Dataset entries:
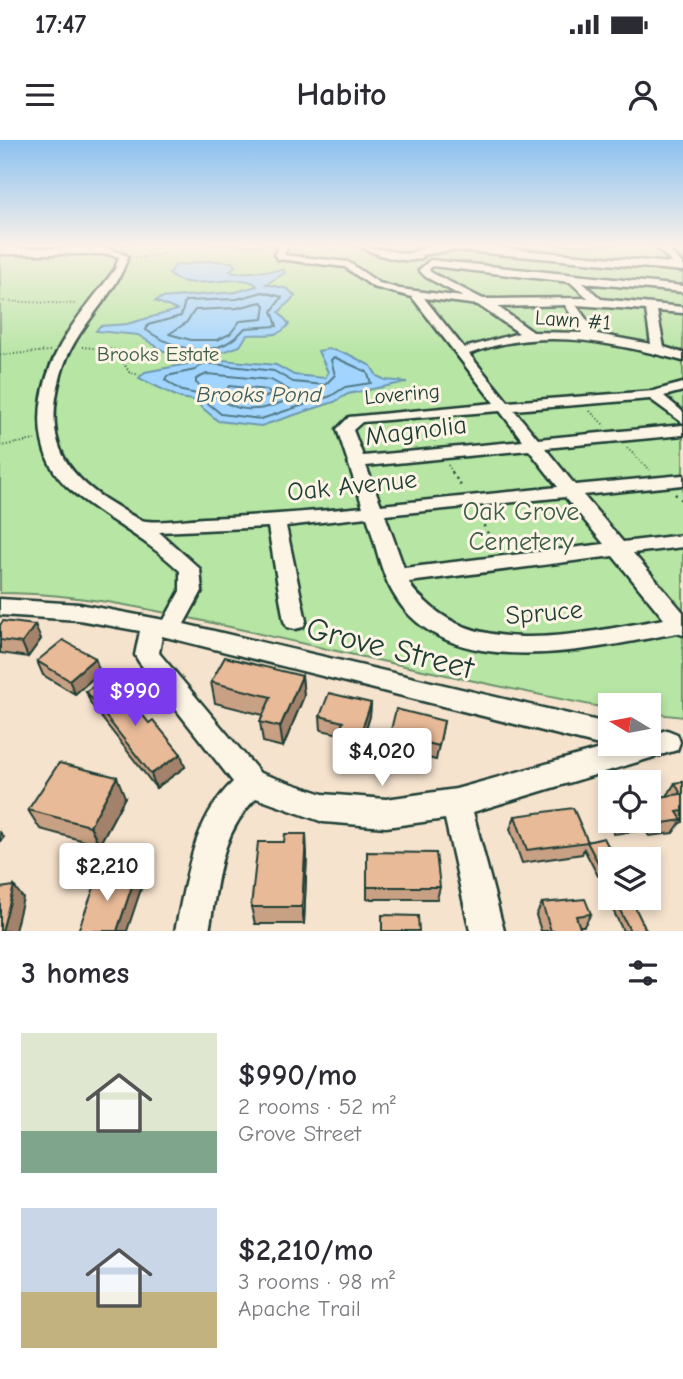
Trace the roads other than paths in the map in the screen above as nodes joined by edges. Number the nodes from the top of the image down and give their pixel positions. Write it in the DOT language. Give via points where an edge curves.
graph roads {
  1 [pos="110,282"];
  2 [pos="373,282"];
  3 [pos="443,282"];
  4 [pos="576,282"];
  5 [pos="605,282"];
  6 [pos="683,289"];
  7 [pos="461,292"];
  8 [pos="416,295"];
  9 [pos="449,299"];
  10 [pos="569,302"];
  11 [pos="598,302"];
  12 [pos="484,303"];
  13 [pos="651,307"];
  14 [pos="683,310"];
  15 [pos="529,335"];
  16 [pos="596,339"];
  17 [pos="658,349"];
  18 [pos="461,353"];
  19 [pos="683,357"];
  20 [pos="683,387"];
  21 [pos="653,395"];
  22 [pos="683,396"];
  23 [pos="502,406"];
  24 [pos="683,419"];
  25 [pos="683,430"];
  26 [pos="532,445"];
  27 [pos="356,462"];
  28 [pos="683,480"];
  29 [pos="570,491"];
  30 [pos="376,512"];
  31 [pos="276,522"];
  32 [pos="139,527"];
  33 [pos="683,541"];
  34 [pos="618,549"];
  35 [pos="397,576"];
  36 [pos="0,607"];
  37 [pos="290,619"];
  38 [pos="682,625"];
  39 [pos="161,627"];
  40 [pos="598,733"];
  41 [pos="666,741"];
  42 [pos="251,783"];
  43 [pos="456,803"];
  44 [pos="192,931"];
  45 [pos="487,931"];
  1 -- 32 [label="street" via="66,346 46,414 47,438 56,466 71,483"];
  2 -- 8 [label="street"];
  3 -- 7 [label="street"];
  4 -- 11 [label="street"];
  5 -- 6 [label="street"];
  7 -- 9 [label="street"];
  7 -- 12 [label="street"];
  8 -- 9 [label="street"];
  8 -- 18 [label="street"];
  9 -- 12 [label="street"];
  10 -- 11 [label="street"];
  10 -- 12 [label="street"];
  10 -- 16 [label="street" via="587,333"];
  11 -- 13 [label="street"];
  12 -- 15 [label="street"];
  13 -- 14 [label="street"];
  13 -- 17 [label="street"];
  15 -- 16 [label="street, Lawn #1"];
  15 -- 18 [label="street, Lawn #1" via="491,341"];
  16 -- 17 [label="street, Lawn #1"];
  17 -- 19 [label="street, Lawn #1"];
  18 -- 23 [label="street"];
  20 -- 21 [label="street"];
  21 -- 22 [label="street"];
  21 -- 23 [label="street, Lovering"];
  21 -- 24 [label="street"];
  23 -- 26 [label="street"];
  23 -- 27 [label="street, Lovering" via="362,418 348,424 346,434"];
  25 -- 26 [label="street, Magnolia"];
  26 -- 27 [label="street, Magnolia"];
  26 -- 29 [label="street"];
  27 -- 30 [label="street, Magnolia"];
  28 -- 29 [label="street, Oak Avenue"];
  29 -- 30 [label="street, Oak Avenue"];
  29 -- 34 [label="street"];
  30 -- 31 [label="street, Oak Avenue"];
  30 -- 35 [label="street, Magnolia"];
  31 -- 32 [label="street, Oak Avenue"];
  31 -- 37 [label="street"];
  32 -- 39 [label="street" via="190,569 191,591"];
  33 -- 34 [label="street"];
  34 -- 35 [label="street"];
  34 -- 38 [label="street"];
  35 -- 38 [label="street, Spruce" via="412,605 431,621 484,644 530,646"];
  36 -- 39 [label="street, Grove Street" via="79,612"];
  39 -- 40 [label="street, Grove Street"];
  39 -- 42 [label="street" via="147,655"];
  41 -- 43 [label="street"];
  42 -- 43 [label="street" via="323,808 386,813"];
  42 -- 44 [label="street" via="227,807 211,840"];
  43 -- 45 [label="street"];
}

Task instructions: Copy out each line of the listing where the string "Magnolia" appears.

Answer area:
  25 -- 26 [label="street, Magnolia"];
  26 -- 27 [label="street, Magnolia"];
  27 -- 30 [label="street, Magnolia"];
  30 -- 35 [label="street, Magnolia"];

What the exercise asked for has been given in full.